Available data
Start of Block
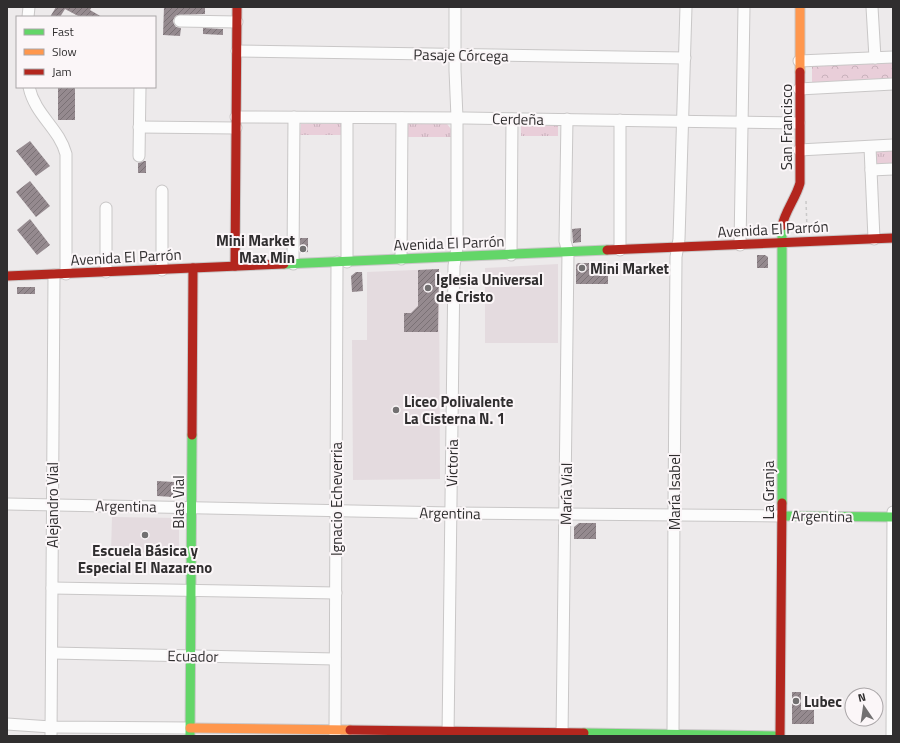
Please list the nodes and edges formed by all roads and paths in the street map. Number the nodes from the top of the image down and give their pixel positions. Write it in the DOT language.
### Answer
graph roads {
  1 [pos="237,7"];
  2 [pos="455,7"];
  3 [pos="686,7"];
  4 [pos="744,7"];
  5 [pos="800,7"];
  6 [pos="872,7"];
  7 [pos="180,21"];
  8 [pos="237,22"];
  9 [pos="237,51"];
  10 [pos="455,55"];
  11 [pos="893,57"];
  12 [pos="685,58"];
  13 [pos="875,58"];
  14 [pos="799,61"];
  15 [pos="893,84"];
  16 [pos="29,88"];
  17 [pos="140,88"];
  18 [pos="799,89"];
  19 [pos="294,118"];
  20 [pos="347,118"];
  21 [pos="402,118"];
  22 [pos="457,118"];
  23 [pos="512,119"];
  24 [pos="566,119"];
  25 [pos="620,120"];
  26 [pos="683,120"];
  27 [pos="236,122"];
  28 [pos="742,122"];
  29 [pos="799,123"];
  30 [pos="140,127"];
  31 [pos="893,146"];
  32 [pos="870,147"];
  33 [pos="799,150"];
  34 [pos="139,156"];
  35 [pos="893,169"];
  36 [pos="871,170"];
  37 [pos="162,191"];
  38 [pos="106,208"];
  39 [pos="893,238"];
  40 [pos="874,239"];
  41 [pos="783,243"];
  42 [pos="740,245"];
  43 [pos="678,248"];
  44 [pos="620,250"];
  45 [pos="568,252"];
  46 [pos="511,255"];
  47 [pos="456,257"];
  48 [pos="402,259"];
  49 [pos="342,262"];
  50 [pos="293,264"];
  51 [pos="235,266"];
  52 [pos="193,268"];
  53 [pos="162,270"];
  54 [pos="106,272"];
  55 [pos="66,274"];
  56 [pos="54,275"];
  57 [pos="7,276"];
  58 [pos="7,504"];
  59 [pos="52,505"];
  60 [pos="192,508"];
  61 [pos="336,511"];
  62 [pos="893,512"];
  63 [pos="451,513"];
  64 [pos="566,514"];
  65 [pos="674,515"];
  66 [pos="782,516"];
  67 [pos="893,517"];
  68 [pos="52,588"];
  69 [pos="191,590"];
  70 [pos="336,592"];
  71 [pos="52,653"];
  72 [pos="191,656"];
  73 [pos="336,659"];
  74 [pos="7,724"];
  75 [pos="51,732"];
  76 [pos="190,732"];
  77 [pos="335,733"];
  78 [pos="448,734"];
  79 [pos="562,735"];
  80 [pos="673,735"];
  81 [pos="775,736"];
  82 [pos="780,736"];
  83 [pos="892,736"];
  1 -- 8 [label="main road"];
  2 -- 10 [label="street, Victoria"];
  3 -- 12 [label="street, María Isabel"];
  4 -- 28 [label="street"];
  5 -- 14 [label="main road, San Francisco"];
  6 -- 13 [label="street"];
  7 -- 8 [label="street"];
  8 -- 9 [label="main road"];
  9 -- 10 [label="street, Pasaje Córcega"];
  9 -- 27 [label="main road"];
  10 -- 12 [label="street, Pasaje Córcega"];
  10 -- 22 [label="street, Victoria"];
  11 -- 13 [label="street"];
  12 -- 26 [label="street, María Isabel"];
  13 -- 14 [label="street"];
  14 -- 18 [label="main road, San Francisco"];
  15 -- 18 [label="street"];
  16 -- 55 [label="street"];
  17 -- 30 [label="street"];
  18 -- 29 [label="main road, San Francisco"];
  19 -- 20 [label="street, Cerdeña"];
  19 -- 27 [label="street, Cerdeña"];
  19 -- 50 [label="street"];
  20 -- 21 [label="street, Cerdeña"];
  20 -- 49 [label="street, Ignacio Echeverria"];
  21 -- 22 [label="street, Cerdeña"];
  21 -- 48 [label="street"];
  22 -- 23 [label="street, Cerdeña"];
  22 -- 47 [label="street, Victoria"];
  23 -- 24 [label="street, Cerdeña"];
  23 -- 46 [label="street"];
  24 -- 25 [label="street, Cerdeña"];
  24 -- 45 [label="street, María Vial"];
  25 -- 26 [label="street, Cerdeña"];
  25 -- 44 [label="street"];
  26 -- 28 [label="street, Cerdeña"];
  26 -- 43 [label="street, María Isabel"];
  27 -- 30 [label="street, Cerdeña"];
  27 -- 51 [label="main road"];
  28 -- 29 [label="street, Cerdeña"];
  28 -- 42 [label="street"];
  29 -- 33 [label="main road, San Francisco"];
  30 -- 34 [label="street"];
  31 -- 32 [label="street"];
  32 -- 33 [label="street"];
  32 -- 36 [label="street"];
  33 -- 41 [label="main road, San Francisco"];
  35 -- 36 [label="street"];
  36 -- 40 [label="street"];
  37 -- 53 [label="street"];
  38 -- 54 [label="street"];
  39 -- 40 [label="main road, Avenida El Parrón"];
  40 -- 41 [label="main road, Avenida El Parrón"];
  41 -- 42 [label="main road, Avenida El Parrón"];
  41 -- 66 [label="main road, La Granja"];
  42 -- 43 [label="main road, Avenida El Parrón"];
  43 -- 44 [label="main road, Avenida El Parrón"];
  43 -- 65 [label="street, María Isabel"];
  44 -- 45 [label="main road, Avenida El Parrón"];
  45 -- 46 [label="main road, Avenida El Parrón"];
  45 -- 64 [label="street, María Vial"];
  46 -- 47 [label="main road, Avenida El Parrón"];
  47 -- 48 [label="main road, Avenida El Parrón"];
  47 -- 63 [label="street, Victoria"];
  48 -- 49 [label="main road, Avenida El Parrón"];
  49 -- 50 [label="main road, Avenida El Parrón"];
  49 -- 61 [label="street, Ignacio Echeverria"];
  50 -- 51 [label="main road, Avenida El Parrón"];
  51 -- 52 [label="main road, Avenida El Parrón"];
  52 -- 53 [label="main road, Avenida El Parrón"];
  52 -- 60 [label="main road, Blas Vial"];
  53 -- 54 [label="main road, Avenida El Parrón"];
  54 -- 55 [label="main road, Avenida El Parrón"];
  55 -- 56 [label="main road, Avenida El Parrón"];
  56 -- 57 [label="main road, Avenida El Parrón"];
  56 -- 59 [label="street, Alejandro Vial"];
  58 -- 59 [label="street, Argentina"];
  59 -- 60 [label="street, Argentina"];
  59 -- 68 [label="street, Alejandro Vial"];
  60 -- 61 [label="street, Argentina"];
  60 -- 69 [label="main road, Blas Vial"];
  61 -- 63 [label="street, Argentina"];
  61 -- 70 [label="street, Ignacio Echeverria"];
  62 -- 67 [label="street"];
  63 -- 64 [label="street, Argentina"];
  63 -- 78 [label="street, Victoria"];
  64 -- 65 [label="street, Argentina"];
  64 -- 79 [label="street, María Vial"];
  65 -- 66 [label="street, Argentina"];
  65 -- 80 [label="street, María Isabel"];
  66 -- 67 [label="main road, Argentina"];
  66 -- 82 [label="main road, La Granja"];
  67 -- 83 [label="street"];
  68 -- 69 [label="street"];
  68 -- 71 [label="street, Alejandro Vial"];
  69 -- 70 [label="street"];
  69 -- 72 [label="main road, Blas Vial"];
  70 -- 73 [label="street, Ignacio Echeverria"];
  71 -- 72 [label="street, Ecuador"];
  71 -- 75 [label="street, Alejandro Vial"];
  72 -- 73 [label="street, Ecuador"];
  72 -- 76 [label="main road, Blas Vial"];
  73 -- 77 [label="street, Ignacio Echeverria"];
  74 -- 75 [label="street"];
  75 -- 76 [label="street"];
  76 -- 77 [label="main road"];
  77 -- 78 [label="main road"];
  78 -- 79 [label="main road"];
  79 -- 80 [label="main road"];
  80 -- 81 [label="main road"];
}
End of Block
What to work on
Reproduce each line above that contains "Francisco".

Exercise response
  5 -- 14 [label="main road, San Francisco"];
  14 -- 18 [label="main road, San Francisco"];
  18 -- 29 [label="main road, San Francisco"];
  29 -- 33 [label="main road, San Francisco"];
  33 -- 41 [label="main road, San Francisco"];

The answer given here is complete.